Mukhwas is an Indian post-meal treat that freshens the breath and helps with digestion. There are countless recipes out there, but they always include seeds and something sweet. The word "mukhwas" means "mouth smell" as the purpose of the mixture is to leave you with fresh breath after enjoying a typically flavorful and spicy Indian meal.

This recipe includes aniseed, dhania dal (which is the core of a coriander seed), and sesame seeds, as well as chuara supari—sugar-coated dried dates—and rose and peppermint essences. These ingredients can be found at Indian groceries and online markets. Once you've figured out which ingredients you prefer, you can create your own blend.

To make mukhwas, you first toast each seed separately. This is done on a dry flat pan or shallow skillet over medium heat. Toasting brings out the seeds' natural flavors and aromas and enhances the taste of the mukhwas. Many recipes, such as this one, include food coloring to turn the sesame seeds red and the dhania dal green, but you can eliminate if you prefer. Then the seeds are combined with the chuara supari and essences and mixed well.
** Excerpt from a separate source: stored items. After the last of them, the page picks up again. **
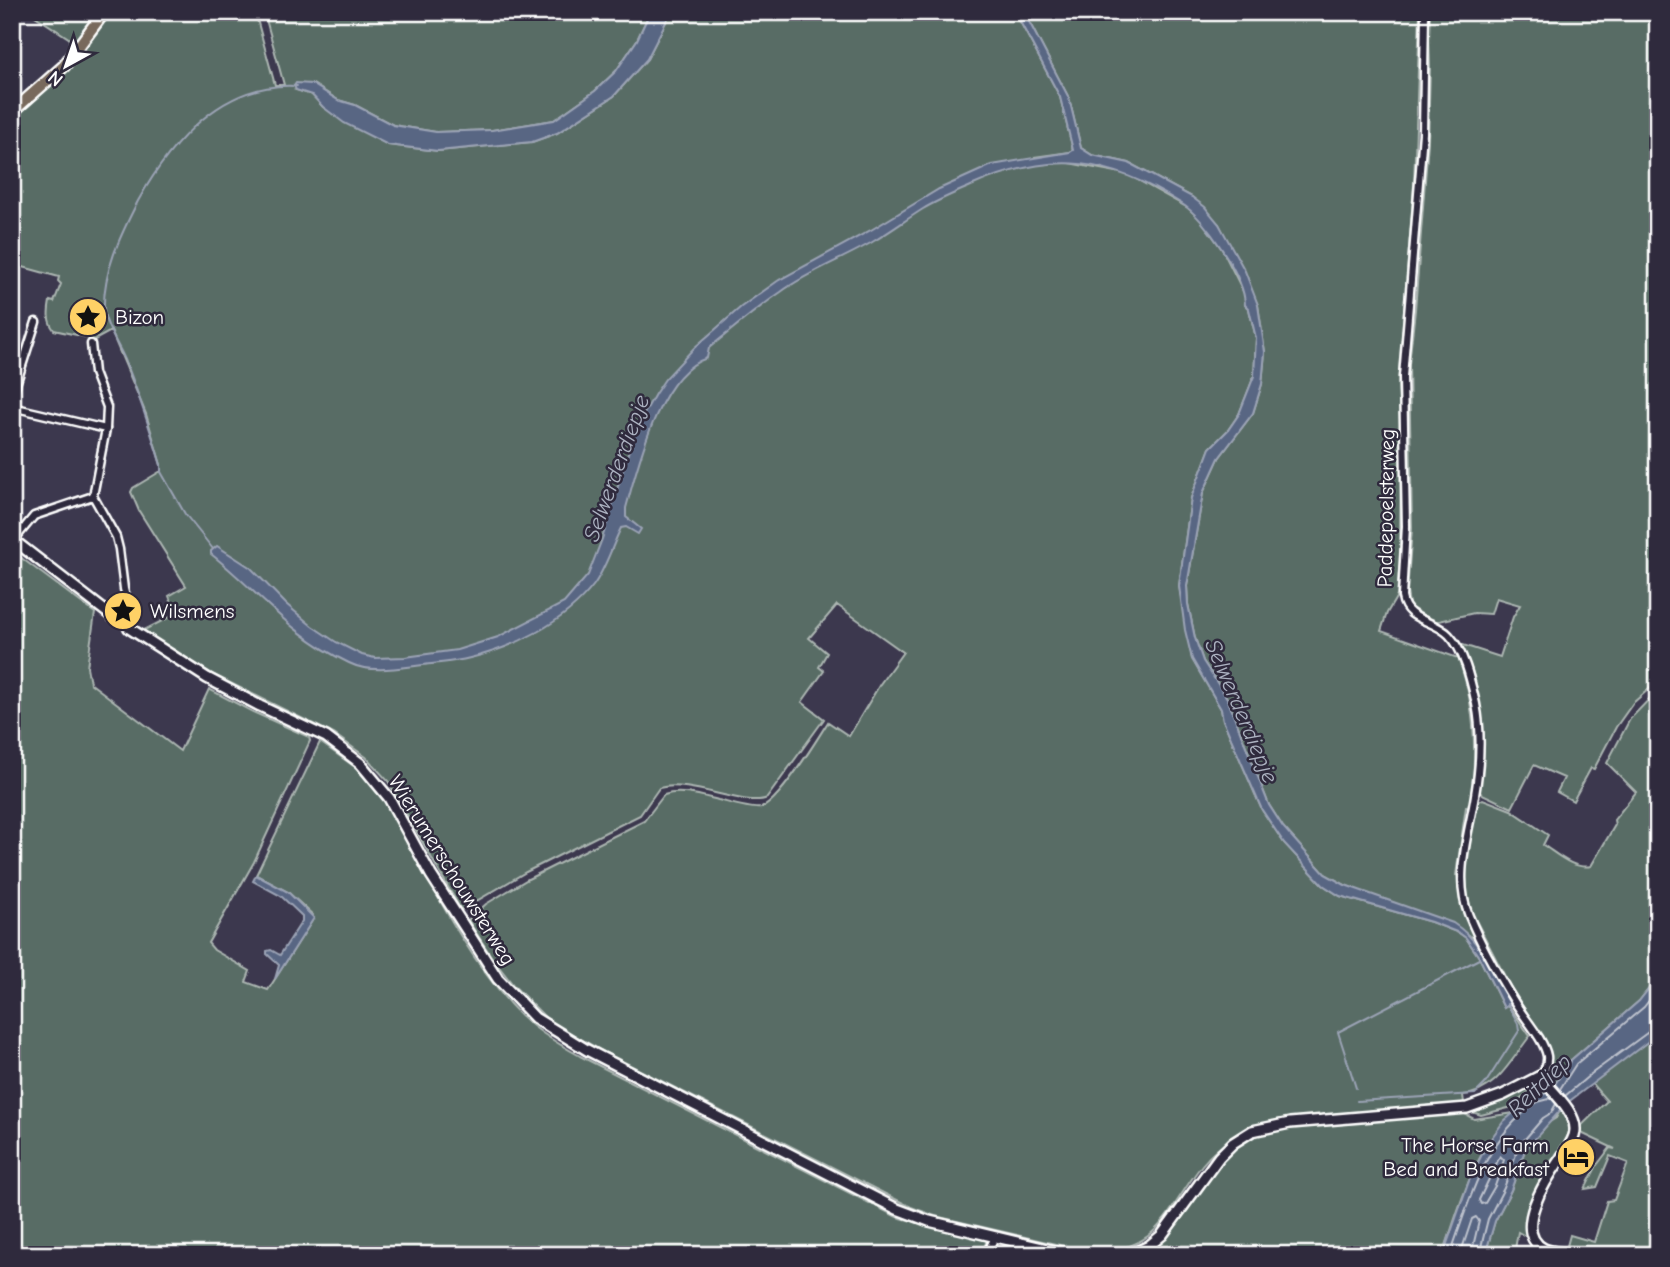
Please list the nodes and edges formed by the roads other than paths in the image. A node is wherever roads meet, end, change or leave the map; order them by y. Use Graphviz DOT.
graph roads {
  1 [pos="104,12"];
  2 [pos="1424,12"];
  3 [pos="12,111"];
  4 [pos="36,322"];
  5 [pos="91,344"];
  6 [pos="12,397"];
  7 [pos="12,407"];
  8 [pos="106,429"];
  9 [pos="93,496"];
  10 [pos="13,539"];
  11 [pos="125,621"];
  12 [pos="1541,1076"];
  13 [pos="995,1237"];
  14 [pos="1536,1242"];
  15 [pos="986,1255"];
  16 [pos="1072,1255"];
  17 [pos="1130,1255"];
  18 [pos="1534,1255"];
  19 [pos="1576,1255"];
  1 -- 3 [label="main road"];
  2 -- 12 [label="street, Paddepoelsterweg"];
  4 -- 6 [label="street"];
  5 -- 8 [label="street"];
  7 -- 8 [label="street"];
  8 -- 9 [label="street"];
  9 -- 10 [label="street"];
  9 -- 11 [label="street"];
  10 -- 11 [label="street, Wierumerschouwsterweg"];
  11 -- 13 [label="street, Wierumerschouwsterweg"];
  12 -- 14 [label="street"];
  12 -- 17 [label="street"];
  13 -- 15 [label="street"];
  13 -- 16 [label="street, Wierumerschouwsterweg"];
  14 -- 18 [label="street"];
  14 -- 19 [label="street"];
}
Mukhwas can be enjoyed after all types of dishes, not just Indian cuisine. To eat mukhwas, after a meal place roughly 1/4 teaspoon in your hand and pop into your mouth; chew the mixture until the seeds completely break down and disappear.


  • 1/2 cup aniseed

  • 1/2 cup dhania dal, the core of a coriander seed

  • 1/2 cup sesame seeds, or betel nut slivers

  • 1 teaspoon red food coloring, optional

  • 1 teaspoon green food coloring, optional

  • 1/2 cup chuara supari, or sugar candy

  • 1 teaspoon rose essence

  • 1 teaspoon peppermint essence

Steps to Make It

  1. Gather the ingredients.

  2. Heat a dry flat pan or shallow skillet over medium heat until hot.

  3. Add the aniseed and roast until mildly aromatic and slightly darker. Remove from the pan and set aside to cool completely.

  4. Repeat the roasting procedure with the dhania dal and the sesame seeds, toasting each separately and setting aside to cool.

  5. If using the food coloring, put the toasted sesame seeds on a flat plate and add the drops of red food color to them. Mix well until all the seeds are coated. Allow to dry fully. Add the green food color to the dhania dal, if using, and set aside to dry completely.

  6. Put all of the ingredients together in a large bowl and mix well.

  7. Store in an airtight container in a cool dry place. Consume within two weeks.


In this recipe, you can use either the chuara supari (pronounced soo-paa-ree and made from dried dates) or the sugar candy. Never use both—the mukhwas will end up too sweet if both are used.